Exercise directions: Restate the records so that not a single word differs.
*** Opening Data to process ***
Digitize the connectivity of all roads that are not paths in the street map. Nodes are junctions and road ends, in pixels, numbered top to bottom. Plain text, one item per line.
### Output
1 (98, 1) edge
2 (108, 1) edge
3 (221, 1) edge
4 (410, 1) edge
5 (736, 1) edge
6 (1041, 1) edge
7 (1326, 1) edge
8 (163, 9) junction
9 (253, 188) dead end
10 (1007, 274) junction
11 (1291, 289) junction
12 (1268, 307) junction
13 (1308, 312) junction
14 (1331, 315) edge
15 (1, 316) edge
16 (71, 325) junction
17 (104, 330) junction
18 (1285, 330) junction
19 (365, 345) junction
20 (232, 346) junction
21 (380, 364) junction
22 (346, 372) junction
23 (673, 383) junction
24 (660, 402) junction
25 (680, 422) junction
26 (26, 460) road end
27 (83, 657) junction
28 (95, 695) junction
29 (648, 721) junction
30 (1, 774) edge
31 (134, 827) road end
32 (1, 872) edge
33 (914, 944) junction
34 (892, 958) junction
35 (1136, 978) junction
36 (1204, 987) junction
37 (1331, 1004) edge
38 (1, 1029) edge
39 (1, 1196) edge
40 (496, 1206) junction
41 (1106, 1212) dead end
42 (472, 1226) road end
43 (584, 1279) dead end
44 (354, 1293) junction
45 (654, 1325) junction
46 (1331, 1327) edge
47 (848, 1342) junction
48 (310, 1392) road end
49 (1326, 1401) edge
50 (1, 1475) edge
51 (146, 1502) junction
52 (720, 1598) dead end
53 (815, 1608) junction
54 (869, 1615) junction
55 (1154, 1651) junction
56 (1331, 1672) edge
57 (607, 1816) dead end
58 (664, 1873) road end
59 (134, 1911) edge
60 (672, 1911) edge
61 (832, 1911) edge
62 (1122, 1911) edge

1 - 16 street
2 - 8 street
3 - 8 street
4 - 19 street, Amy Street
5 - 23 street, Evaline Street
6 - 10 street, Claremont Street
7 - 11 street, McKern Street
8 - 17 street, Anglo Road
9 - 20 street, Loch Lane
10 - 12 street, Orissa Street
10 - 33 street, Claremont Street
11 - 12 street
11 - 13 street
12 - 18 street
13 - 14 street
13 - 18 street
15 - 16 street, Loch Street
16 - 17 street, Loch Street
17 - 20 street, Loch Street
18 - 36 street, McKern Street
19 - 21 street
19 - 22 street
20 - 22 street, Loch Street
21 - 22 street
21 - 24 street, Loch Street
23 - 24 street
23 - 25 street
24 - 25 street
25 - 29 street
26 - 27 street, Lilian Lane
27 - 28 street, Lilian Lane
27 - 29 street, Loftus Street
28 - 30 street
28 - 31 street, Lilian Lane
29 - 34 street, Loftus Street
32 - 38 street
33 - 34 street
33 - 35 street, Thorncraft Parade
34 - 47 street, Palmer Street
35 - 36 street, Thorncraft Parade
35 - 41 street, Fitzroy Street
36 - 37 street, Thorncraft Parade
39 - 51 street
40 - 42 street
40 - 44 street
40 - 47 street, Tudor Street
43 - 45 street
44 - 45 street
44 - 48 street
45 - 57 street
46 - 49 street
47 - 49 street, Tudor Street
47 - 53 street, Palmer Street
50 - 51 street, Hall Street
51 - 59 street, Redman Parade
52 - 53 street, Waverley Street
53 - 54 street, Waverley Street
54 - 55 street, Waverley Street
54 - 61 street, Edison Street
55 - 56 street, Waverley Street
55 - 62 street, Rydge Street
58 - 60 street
*** Closing Data to process ***
Output for this task:
Digitize the connectivity of all roads that are not paths in the street map. Nodes are junctions and road ends, in pixels, numbered top to bottom. Plain text, one item per line.
### Output
1 (98, 1) edge
2 (108, 1) edge
3 (221, 1) edge
4 (410, 1) edge
5 (736, 1) edge
6 (1041, 1) edge
7 (1326, 1) edge
8 (163, 9) junction
9 (253, 188) dead end
10 (1007, 274) junction
11 (1291, 289) junction
12 (1268, 307) junction
13 (1308, 312) junction
14 (1331, 315) edge
15 (1, 316) edge
16 (71, 325) junction
17 (104, 330) junction
18 (1285, 330) junction
19 (365, 345) junction
20 (232, 346) junction
21 (380, 364) junction
22 (346, 372) junction
23 (673, 383) junction
24 (660, 402) junction
25 (680, 422) junction
26 (26, 460) road end
27 (83, 657) junction
28 (95, 695) junction
29 (648, 721) junction
30 (1, 774) edge
31 (134, 827) road end
32 (1, 872) edge
33 (914, 944) junction
34 (892, 958) junction
35 (1136, 978) junction
36 (1204, 987) junction
37 (1331, 1004) edge
38 (1, 1029) edge
39 (1, 1196) edge
40 (496, 1206) junction
41 (1106, 1212) dead end
42 (472, 1226) road end
43 (584, 1279) dead end
44 (354, 1293) junction
45 (654, 1325) junction
46 (1331, 1327) edge
47 (848, 1342) junction
48 (310, 1392) road end
49 (1326, 1401) edge
50 (1, 1475) edge
51 (146, 1502) junction
52 (720, 1598) dead end
53 (815, 1608) junction
54 (869, 1615) junction
55 (1154, 1651) junction
56 (1331, 1672) edge
57 (607, 1816) dead end
58 (664, 1873) road end
59 (134, 1911) edge
60 (672, 1911) edge
61 (832, 1911) edge
62 (1122, 1911) edge

1 - 16 street
2 - 8 street
3 - 8 street
4 - 19 street, Amy Street
5 - 23 street, Evaline Street
6 - 10 street, Claremont Street
7 - 11 street, McKern Street
8 - 17 street, Anglo Road
9 - 20 street, Loch Lane
10 - 12 street, Orissa Street
10 - 33 street, Claremont Street
11 - 12 street
11 - 13 street
12 - 18 street
13 - 14 street
13 - 18 street
15 - 16 street, Loch Street
16 - 17 street, Loch Street
17 - 20 street, Loch Street
18 - 36 street, McKern Street
19 - 21 street
19 - 22 street
20 - 22 street, Loch Street
21 - 22 street
21 - 24 street, Loch Street
23 - 24 street
23 - 25 street
24 - 25 street
25 - 29 street
26 - 27 street, Lilian Lane
27 - 28 street, Lilian Lane
27 - 29 street, Loftus Street
28 - 30 street
28 - 31 street, Lilian Lane
29 - 34 street, Loftus Street
32 - 38 street
33 - 34 street
33 - 35 street, Thorncraft Parade
34 - 47 street, Palmer Street
35 - 36 street, Thorncraft Parade
35 - 41 street, Fitzroy Street
36 - 37 street, Thorncraft Parade
39 - 51 street
40 - 42 street
40 - 44 street
40 - 47 street, Tudor Street
43 - 45 street
44 - 45 street
44 - 48 street
45 - 57 street
46 - 49 street
47 - 49 street, Tudor Street
47 - 53 street, Palmer Street
50 - 51 street, Hall Street
51 - 59 street, Redman Parade
52 - 53 street, Waverley Street
53 - 54 street, Waverley Street
54 - 55 street, Waverley Street
54 - 61 street, Edison Street
55 - 56 street, Waverley Street
55 - 62 street, Rydge Street
58 - 60 street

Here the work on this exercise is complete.